Instructions to follow: Where the records below show the word "hand" in a line, please copy that line.

Limb landmark coordinates:
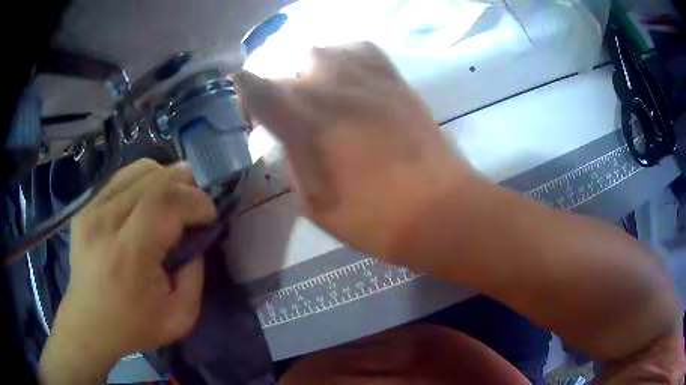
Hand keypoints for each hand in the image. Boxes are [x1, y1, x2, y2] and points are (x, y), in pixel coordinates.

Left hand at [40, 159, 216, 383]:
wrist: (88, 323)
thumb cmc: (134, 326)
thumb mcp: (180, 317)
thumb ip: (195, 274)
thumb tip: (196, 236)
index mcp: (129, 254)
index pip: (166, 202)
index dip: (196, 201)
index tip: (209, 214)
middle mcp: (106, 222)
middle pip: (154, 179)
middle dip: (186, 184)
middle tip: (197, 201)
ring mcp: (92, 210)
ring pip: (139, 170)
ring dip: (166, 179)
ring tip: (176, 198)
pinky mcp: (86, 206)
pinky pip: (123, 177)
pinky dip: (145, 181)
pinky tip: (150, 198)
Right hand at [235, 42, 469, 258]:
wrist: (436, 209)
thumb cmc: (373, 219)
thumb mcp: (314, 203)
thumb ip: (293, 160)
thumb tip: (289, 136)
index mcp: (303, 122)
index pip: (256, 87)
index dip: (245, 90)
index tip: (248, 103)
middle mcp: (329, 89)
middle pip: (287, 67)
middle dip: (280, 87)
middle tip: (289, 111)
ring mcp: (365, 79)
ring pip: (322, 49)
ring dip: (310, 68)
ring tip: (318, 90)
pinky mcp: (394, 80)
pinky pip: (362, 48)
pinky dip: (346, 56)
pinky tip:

Response to this task:
Hand keypoints for each hand in the image. Boxes are [x1, y1, x2, y2] and points are (x, y), in pixel coordinates.
Left hand at [40, 159, 216, 383]:
Right hand at [235, 42, 469, 258]:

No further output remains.